In addition to the fact that manufacturing plays a key role in many industries, it has a direct impact on the economy. Although automated machinery is used in manufacturing, for the most part this remains a very hands-on industry. Because of this, highly qualified technicians, operators, and engineers are essential.
One of the most highly used pieces of machinery is known as Computerized Numerical Control or CNC, which builds things from the ground up through the use of computers. The majority of work performed by a CNC machine is automated but behind the scenes is an expert who has completed extensive CNC machine training.
Options for Education
Someone interested in CNC machine training has two primary options. The first is to complete education online through a credible organization or to attend vocational school. In both instances, education covers numerous entry level topics. With this, an individual understands what CNC machining is and how to operate it. A few examples of topics covered include:
- History and Definition of CNC
- Mechanics of CNC
- Basics of the CNC Turning Center
- Basics of the CNC Swiss-Type Lathe
- CNC Coordinates
- CAD/CAM Overview
- CNC Offsets
- Creating a Turning Program
Highlights of CNC Machine Training
CNC machine training covers the basics but an individual can take more advanced courses as well. Some highlights of this training are provided below:
- Training is done on industry specific machinery to include machines used in some of the most advanced manufacturing facilities in operation
- A person can prepare for acquiring credentials from the National Institute for Metalworking Skills (NIMS), which is highly respected. Some areas of preparation are measurement, safety, CNC turning, materials, bench work, CNC operating turning, and milling.
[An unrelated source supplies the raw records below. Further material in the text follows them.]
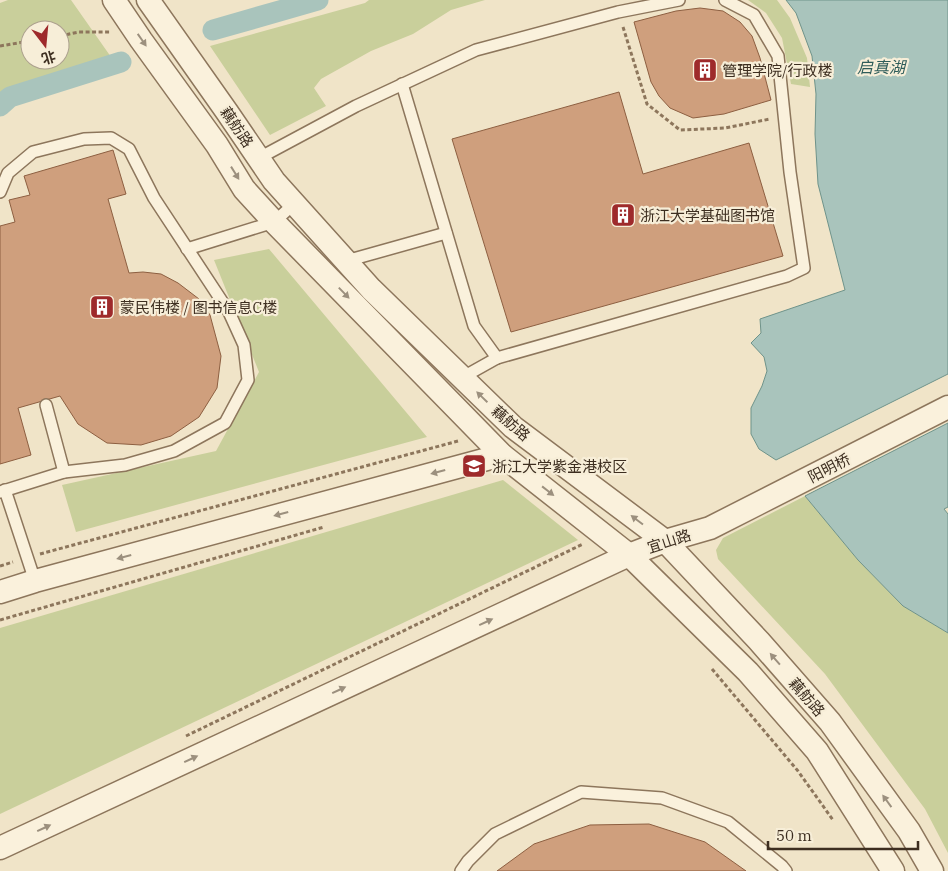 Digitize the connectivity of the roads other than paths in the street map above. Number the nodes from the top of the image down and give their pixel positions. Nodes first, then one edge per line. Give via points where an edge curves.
1 (114, 0) edge
2 (148, 0) edge
3 (679, 0) edge
4 (725, 0) edge
5 (402, 84) junction
6 (259, 158) junction
7 (0, 192) edge
8 (294, 204) junction
9 (274, 222) junction
10 (446, 233) junction
11 (187, 249) junction
12 (346, 261) junction
13 (497, 358) junction
14 (464, 379) junction
15 (46, 406) dead end
16 (948, 407) edge
17 (502, 455) junction
18 (64, 472) junction
19 (3, 491) edge
20 (710, 528) joint
21 (665, 541) junction
22 (629, 555) junction
23 (35, 581) junction
24 (0, 592) edge
25 (0, 848) edge
26 (888, 869) edge
27 (461, 871) edge
28 (786, 871) edge
29 (932, 871) edge

1 -> 9 street, 藕舫路 via 217,145 244,189
2 - 6 street, 藕舫路
3 - 5 lane via 618,12 476,50
4 - 13 lane via 754,15 778,56 804,268 787,276
5 - 6 lane
5 - 10 lane
6 - 8 street, 藕舫路
7 - 11 lane via 8,173 33,152 84,139 111,138 129,149 154,198
8 - 9 lane
8 - 12 street, 藕舫路
9 - 11 lane
9 -> 17 street, 藕舫路
10 - 12 lane
10 - 13 lane via 474,326
11 - 18 lane via 229,312 244,345 248,380 230,415 225,423 174,451 125,465
12 - 14 street, 藕舫路
13 - 14 lane
21 -> 14 street, 藕舫路 via 513,427
15 - 18 lane
16 - 20 street, 阳明桥
17 -> 22 street, 藕舫路
17 -> 23 street
18 - 19 lane
19 - 23 lane
20 - 21 street, 宜山路
21 - 22 street, 宜山路
29 -> 21 street, 藕舫路 via 909,831 830,722 759,640
25 -> 22 street, 宜山路
22 - 26 street, 藕舫路 via 748,672 817,751
23 - 24 street
27 - 28 lane via 495,834 581,792 662,798 728,822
- CNC machine training also covers an introduction to Computer Aided Design (CAD) and Computer Aided Manufacturing (CAM) software
- Gain knowledge of precision measurement and blueprint reading
- Use Geometric Dimensioning and Tolerancing (GD&T) for the calculation of tool paths
- Learn about CAM Mill Design and Tool Path used to program CNC machines to ensure manufacturing is precise and accurate
Once required CNC machine training has been completed and the person graduates, work as an entry level operator can be performed. Using the newly developed skills, career opportunities open up in a multitude of industries such as aerospace, automotive, and aviation, among many others.